◆ Task to carry out: For the data that follows, state how many lines hold the string "list", giving the number by itself.

Records from a dataset

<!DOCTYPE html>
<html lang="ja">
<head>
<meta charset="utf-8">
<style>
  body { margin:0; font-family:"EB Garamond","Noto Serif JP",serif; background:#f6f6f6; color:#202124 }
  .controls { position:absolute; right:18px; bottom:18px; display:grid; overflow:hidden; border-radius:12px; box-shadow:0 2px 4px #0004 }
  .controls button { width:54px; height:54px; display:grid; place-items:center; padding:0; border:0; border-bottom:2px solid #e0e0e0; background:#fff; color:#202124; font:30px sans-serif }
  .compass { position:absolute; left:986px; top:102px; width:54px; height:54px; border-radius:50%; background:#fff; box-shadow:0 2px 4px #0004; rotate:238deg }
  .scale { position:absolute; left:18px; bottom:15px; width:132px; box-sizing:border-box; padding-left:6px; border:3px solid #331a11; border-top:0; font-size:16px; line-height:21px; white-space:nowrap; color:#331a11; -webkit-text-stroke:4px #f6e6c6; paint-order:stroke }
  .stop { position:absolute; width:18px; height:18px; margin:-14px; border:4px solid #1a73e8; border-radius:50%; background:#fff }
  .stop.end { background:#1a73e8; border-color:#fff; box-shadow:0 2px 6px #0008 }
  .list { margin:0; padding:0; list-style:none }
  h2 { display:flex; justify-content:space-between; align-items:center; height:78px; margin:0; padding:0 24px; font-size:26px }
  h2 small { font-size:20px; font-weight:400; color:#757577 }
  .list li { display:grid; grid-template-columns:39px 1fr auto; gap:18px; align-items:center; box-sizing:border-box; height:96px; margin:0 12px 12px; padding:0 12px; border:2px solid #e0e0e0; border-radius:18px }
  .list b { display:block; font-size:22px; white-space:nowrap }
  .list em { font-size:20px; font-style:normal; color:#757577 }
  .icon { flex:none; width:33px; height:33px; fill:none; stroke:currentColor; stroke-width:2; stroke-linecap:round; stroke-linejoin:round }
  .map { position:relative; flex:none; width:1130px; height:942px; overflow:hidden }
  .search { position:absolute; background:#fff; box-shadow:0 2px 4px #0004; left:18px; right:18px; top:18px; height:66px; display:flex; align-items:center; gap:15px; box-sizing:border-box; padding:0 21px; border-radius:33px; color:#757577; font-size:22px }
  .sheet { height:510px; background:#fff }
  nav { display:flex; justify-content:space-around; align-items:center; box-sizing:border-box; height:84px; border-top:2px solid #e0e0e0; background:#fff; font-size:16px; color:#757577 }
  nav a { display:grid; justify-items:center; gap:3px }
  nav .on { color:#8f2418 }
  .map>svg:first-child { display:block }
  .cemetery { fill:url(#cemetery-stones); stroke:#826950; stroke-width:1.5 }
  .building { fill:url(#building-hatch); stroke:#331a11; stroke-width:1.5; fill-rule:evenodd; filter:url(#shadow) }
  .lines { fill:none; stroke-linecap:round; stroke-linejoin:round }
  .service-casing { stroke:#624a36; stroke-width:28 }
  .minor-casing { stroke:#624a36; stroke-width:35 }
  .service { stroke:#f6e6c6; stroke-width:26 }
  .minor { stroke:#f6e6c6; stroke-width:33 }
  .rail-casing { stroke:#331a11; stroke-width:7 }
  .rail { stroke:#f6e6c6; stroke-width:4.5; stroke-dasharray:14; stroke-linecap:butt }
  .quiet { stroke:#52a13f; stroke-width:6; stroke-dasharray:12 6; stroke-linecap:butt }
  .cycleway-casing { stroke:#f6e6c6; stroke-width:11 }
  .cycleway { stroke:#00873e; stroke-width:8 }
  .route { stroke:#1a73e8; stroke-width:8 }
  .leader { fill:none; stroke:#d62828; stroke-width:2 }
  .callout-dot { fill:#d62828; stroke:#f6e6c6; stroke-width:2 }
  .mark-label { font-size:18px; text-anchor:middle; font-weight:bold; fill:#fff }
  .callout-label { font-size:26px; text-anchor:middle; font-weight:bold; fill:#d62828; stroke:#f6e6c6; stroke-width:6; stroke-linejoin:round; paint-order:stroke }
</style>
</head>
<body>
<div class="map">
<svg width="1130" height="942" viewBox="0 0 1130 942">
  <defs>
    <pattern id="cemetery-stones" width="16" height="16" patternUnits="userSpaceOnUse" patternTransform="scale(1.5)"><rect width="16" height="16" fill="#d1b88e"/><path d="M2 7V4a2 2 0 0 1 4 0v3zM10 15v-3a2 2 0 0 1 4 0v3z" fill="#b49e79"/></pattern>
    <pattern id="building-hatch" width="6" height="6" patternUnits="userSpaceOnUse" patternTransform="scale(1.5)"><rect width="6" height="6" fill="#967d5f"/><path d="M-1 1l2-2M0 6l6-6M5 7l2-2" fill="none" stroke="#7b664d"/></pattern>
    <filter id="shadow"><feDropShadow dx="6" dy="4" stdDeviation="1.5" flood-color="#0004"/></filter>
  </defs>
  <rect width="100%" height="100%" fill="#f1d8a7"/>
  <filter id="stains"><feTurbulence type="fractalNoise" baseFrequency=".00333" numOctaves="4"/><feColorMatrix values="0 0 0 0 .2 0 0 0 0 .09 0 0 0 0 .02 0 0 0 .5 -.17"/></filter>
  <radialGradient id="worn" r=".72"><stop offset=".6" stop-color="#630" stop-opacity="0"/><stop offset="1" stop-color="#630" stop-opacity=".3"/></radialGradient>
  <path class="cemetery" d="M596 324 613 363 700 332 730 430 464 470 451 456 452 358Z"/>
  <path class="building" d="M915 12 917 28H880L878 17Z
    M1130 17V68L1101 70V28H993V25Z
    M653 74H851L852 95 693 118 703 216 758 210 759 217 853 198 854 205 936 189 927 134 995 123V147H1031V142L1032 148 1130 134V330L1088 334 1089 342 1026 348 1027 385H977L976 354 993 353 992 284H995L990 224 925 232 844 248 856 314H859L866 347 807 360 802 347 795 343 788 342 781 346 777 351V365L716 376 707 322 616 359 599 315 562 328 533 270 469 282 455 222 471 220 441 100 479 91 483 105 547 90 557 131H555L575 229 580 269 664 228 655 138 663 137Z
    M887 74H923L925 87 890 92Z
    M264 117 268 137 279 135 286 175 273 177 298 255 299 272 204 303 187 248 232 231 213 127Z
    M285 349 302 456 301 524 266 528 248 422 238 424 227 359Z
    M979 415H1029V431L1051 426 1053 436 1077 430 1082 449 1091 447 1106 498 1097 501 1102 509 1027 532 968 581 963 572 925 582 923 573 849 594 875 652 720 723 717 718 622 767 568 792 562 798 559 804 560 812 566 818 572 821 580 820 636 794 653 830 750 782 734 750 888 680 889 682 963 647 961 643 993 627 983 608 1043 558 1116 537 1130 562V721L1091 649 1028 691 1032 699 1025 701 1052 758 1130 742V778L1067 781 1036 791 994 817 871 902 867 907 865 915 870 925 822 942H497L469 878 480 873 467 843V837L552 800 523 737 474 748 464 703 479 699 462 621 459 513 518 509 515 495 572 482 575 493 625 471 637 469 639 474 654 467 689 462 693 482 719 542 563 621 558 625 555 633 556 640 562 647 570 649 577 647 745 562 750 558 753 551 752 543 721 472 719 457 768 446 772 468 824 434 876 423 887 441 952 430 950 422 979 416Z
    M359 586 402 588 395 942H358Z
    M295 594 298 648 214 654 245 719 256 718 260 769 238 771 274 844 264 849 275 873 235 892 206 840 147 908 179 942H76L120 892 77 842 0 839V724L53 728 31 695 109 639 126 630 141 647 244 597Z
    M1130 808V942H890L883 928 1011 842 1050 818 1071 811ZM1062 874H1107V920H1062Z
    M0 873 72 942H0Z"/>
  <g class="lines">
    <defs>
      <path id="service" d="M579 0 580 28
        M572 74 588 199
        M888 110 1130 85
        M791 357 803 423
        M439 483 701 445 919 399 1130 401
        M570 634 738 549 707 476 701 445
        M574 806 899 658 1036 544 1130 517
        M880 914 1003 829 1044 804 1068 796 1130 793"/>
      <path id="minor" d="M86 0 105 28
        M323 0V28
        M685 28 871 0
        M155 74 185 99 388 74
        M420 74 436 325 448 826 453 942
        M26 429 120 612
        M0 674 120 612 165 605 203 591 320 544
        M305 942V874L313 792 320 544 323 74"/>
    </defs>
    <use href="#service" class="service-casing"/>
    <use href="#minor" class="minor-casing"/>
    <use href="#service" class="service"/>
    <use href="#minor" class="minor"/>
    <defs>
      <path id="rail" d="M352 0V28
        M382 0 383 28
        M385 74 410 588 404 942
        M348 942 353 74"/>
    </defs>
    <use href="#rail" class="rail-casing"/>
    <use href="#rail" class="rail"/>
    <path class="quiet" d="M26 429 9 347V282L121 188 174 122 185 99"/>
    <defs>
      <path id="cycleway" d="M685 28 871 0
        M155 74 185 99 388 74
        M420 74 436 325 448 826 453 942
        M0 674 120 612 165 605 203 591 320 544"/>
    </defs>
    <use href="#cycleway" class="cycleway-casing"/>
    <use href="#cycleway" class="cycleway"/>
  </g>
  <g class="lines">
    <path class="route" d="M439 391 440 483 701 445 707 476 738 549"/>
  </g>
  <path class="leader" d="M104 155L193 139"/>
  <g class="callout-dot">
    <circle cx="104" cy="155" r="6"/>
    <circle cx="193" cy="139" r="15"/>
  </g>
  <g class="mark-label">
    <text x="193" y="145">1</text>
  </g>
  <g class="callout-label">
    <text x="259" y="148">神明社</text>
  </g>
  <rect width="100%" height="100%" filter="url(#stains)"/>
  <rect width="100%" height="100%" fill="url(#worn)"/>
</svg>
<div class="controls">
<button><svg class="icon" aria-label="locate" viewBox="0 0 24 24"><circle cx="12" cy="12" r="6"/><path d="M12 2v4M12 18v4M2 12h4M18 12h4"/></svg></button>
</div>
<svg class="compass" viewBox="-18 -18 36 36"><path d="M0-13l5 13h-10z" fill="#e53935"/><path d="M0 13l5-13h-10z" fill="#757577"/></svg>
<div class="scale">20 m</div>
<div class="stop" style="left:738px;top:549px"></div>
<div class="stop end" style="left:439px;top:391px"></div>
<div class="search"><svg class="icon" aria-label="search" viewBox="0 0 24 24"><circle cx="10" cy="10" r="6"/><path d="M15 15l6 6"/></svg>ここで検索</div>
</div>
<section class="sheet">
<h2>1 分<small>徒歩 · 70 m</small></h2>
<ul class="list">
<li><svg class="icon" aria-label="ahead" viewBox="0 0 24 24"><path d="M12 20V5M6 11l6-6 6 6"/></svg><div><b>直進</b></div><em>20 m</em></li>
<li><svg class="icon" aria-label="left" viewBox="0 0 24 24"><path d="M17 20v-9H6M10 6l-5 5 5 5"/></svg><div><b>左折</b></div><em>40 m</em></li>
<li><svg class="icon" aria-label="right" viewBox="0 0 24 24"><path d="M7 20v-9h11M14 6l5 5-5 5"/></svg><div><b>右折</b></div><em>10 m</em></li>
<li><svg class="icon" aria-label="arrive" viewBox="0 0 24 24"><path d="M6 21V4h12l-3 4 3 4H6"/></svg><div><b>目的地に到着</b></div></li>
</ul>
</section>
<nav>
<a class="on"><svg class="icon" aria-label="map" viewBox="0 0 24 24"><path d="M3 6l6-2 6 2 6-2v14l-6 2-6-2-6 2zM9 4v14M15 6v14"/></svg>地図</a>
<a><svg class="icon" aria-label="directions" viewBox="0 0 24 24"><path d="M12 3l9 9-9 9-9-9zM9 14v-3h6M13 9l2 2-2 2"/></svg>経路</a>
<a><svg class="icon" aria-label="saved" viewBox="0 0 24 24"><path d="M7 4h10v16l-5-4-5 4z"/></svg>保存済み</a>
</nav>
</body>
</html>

◆ Response area: 5